The MBTA was deliberately left with a huge Big Dig debt and an inadequate funding stream, to support itself by exploiting helpless fare-payers. We need to remove the debt from the T, and create a proper state funding mechanism for mass transit, in order to accommodate not only maintenance of existing services but to expand excellent services as necessary to support a thriving metropolitan region. And low fares should be a goal and a point of pride, not an excuse to match the more expensive cities.
These proposals will disproportionately harm the poor, the elderly, students, and the disabled; and they will seriously hurt businesses and institutions, both employees and customers. How can this be good public policy?
We can implement a gas tax, which I would heartily support, but we don’t even need to do that. The corporate welfare doled out by this state annually would cover the MBTA’s needs multiple times over. Just getting rid of the subsidy to the mutual fund industry would give us $150 million a year, almost the whole shortfall occasioning these draconian proposals. We lose over two billion dollars a year in business tax expenditures. We have lost $150 million in useless film credits. We just gave $22.5 million in state money to Liberty Mutual Insurance Co to subsidize their new Back Bay tower; this legitimized a $24 million City tax break, totaling $46.5 million — given for no reason to one of the richest corporations in the world. The state gave Vertex Pharmaceuticals and the Fallon Development Company $60 million, which includes a $50 million bond that will cost double that amount by the time it’s paid off; this also legitimized a $12 million City tax break. These are just a few examples. You know better than I do how much the state wastes in corporate subsidies, which, it is well known, do nothing for “job creation.”
And even you don’t know what you need to know — because the bills requiring at least some disclosure and control of public subsidies are languishing in committee. If we had the transparency and accountability the government owes the people, everyone would know how much money is given away to corporations as public services are slashed to the bone. Have you been pushing to open what Auditor Suzanne Bump called the “black box” of corporate welfare? This disclosure would help the whole state; every legislator should be clamoring to get that information. Are you?
See
http://www.commonwealthmagazine.org/Voices/Perspective/Online-Exclusives-2011/Winter/Auditor-Tax-breaks-go-into-black-box.aspx
http://www.masspirg.org/news/map/new-report-shows-problems-widely-used-local-economic-development-tool)
We are counting on you as a progressive and a representative of transit-dependent communities to take the lead in solving this problem. The money is available — if you have the political will to get it for us.
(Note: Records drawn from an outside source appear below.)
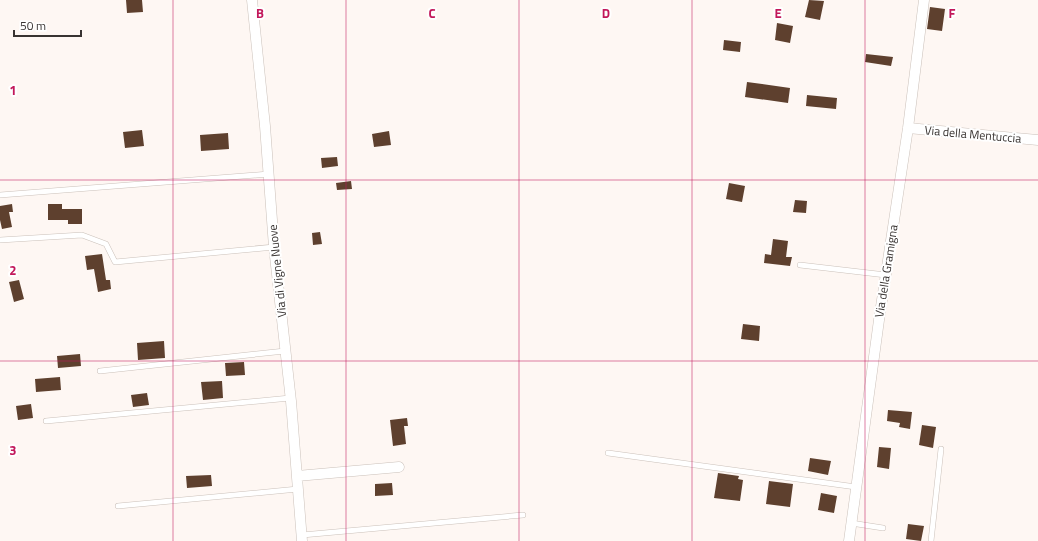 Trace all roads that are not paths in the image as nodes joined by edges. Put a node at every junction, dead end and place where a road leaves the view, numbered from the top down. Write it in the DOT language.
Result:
graph roads {
  1 [pos="252,0"];
  2 [pos="924,0"];
  3 [pos="908,128"];
  4 [pos="1038,140"];
  5 [pos="269,174"];
  6 [pos="0,196"];
  7 [pos="0,240"];
  8 [pos="274,247"];
  9 [pos="800,265"];
  10 [pos="886,275"];
  11 [pos="286,351"];
  12 [pos="100,371"];
  13 [pos="290,398"];
  14 [pos="46,421"];
  15 [pos="941,449"];
  16 [pos="608,452"];
  17 [pos="399,467"];
  18 [pos="297,476"];
  19 [pos="856,486"];
  20 [pos="298,489"];
  21 [pos="118,506"];
  22 [pos="523,515"];
  23 [pos="851,523"];
  24 [pos="883,528"];
  25 [pos="302,538"];
  26 [pos="848,541"];
  27 [pos="931,541"];
  1 -- 5 [label="street, Via di Vigne Nuove"];
  2 -- 3 [label="street, Via della Gramigna"];
  3 -- 4 [label="street, Via della Mentuccia"];
  3 -- 10 [label="street, Via della Gramigna"];
  5 -- 6 [label="lane"];
  5 -- 8 [label="street, Via di Vigne Nuove"];
  7 -- 8 [label="lane"];
  8 -- 11 [label="street, Via di Vigne Nuove"];
  9 -- 10 [label="lane"];
  10 -- 19 [label="street, Via della Gramigna"];
  11 -- 12 [label="lane"];
  11 -- 13 [label="street, Via di Vigne Nuove"];
  13 -- 14 [label="lane"];
  13 -- 18 [label="street, Via di Vigne Nuove"];
  15 -- 27 [label="lane"];
  16 -- 19 [label="lane"];
  17 -- 18 [label="street"];
  18 -- 20 [label="street, Via di Vigne Nuove"];
  19 -- 23 [label="street, Via della Gramigna"];
  20 -- 21 [label="lane"];
  20 -- 25 [label="street, Via di Vigne Nuove"];
  22 -- 25 [label="lane"];
  23 -- 24 [label="lane"];
  23 -- 26 [label="street, Via della Gramigna"];
} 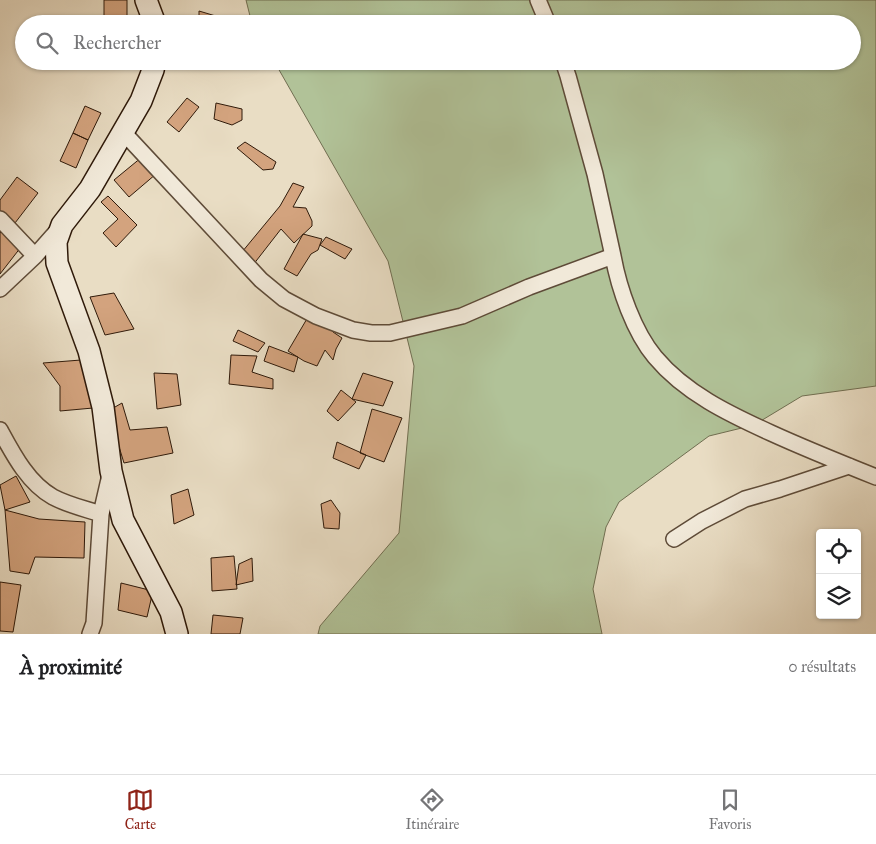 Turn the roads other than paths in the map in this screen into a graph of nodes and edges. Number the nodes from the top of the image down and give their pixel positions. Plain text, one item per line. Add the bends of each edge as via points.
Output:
1 (146, 0) edge
2 (538, 0) edge
3 (151, 15) edge
4 (544, 15) edge
5 (153, 70) edge
6 (566, 70) edge
7 (124, 133) junction
8 (0, 219) edge
9 (62, 225) junction
10 (35, 256) junction
11 (613, 256) junction
12 (0, 289) edge
13 (0, 430) edge
14 (849, 466) junction
15 (111, 471) junction
16 (876, 477) edge
17 (101, 514) junction
18 (674, 539) dead end
19 (90, 634) edge
20 (177, 634) edge

1 - 3 street
2 - 4 street
5 - 7 street
6 - 11 street via 595,174
7 - 9 street via 90,189
7 - 11 street via 261,280 284,299 353,330 390,333 462,316
8 - 10 street
9 - 10 street
9 - 15 street via 56,242 57,263 89,351 103,407
10 - 12 street
11 - 14 street via 638,332 654,357 678,382 722,410
13 - 17 street via 33,481 53,497
14 - 16 street
14 - 18 street via 745,499 702,520
15 - 17 street
15 - 20 street via 123,520 171,612
17 - 19 street via 94,623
I await your response, preferably in a public announcement of your proposed remedies.
Thank you.
Shirley Kressel
Thanks, Shirley,
You are drawing a lot of issues together in this post. I agree with you generally, but I don’t think that the way forward is a grand process that addresses all of these issues at once. If you couple too many things in one process, it gets so complicated legislatively that it can’t move forward.
So, as a practical matter, I think we have to solve transportation problems in one push and the structure and transparency of our tax code in another.
I have been public that I support a gas tax increase to help unburden the T of debt and improve maintenance and as a part of a broader transportation funding solution. See comments on this post, and this post from 2008 which discusses the gas tax and the burden on persons of lower income.
I do favor radical simplification of our tax code and played a big role in improving disclosure provisions on corporate tax breaks — 2010 legislation. But I agree that we have much more to do on that and that will remain a priority.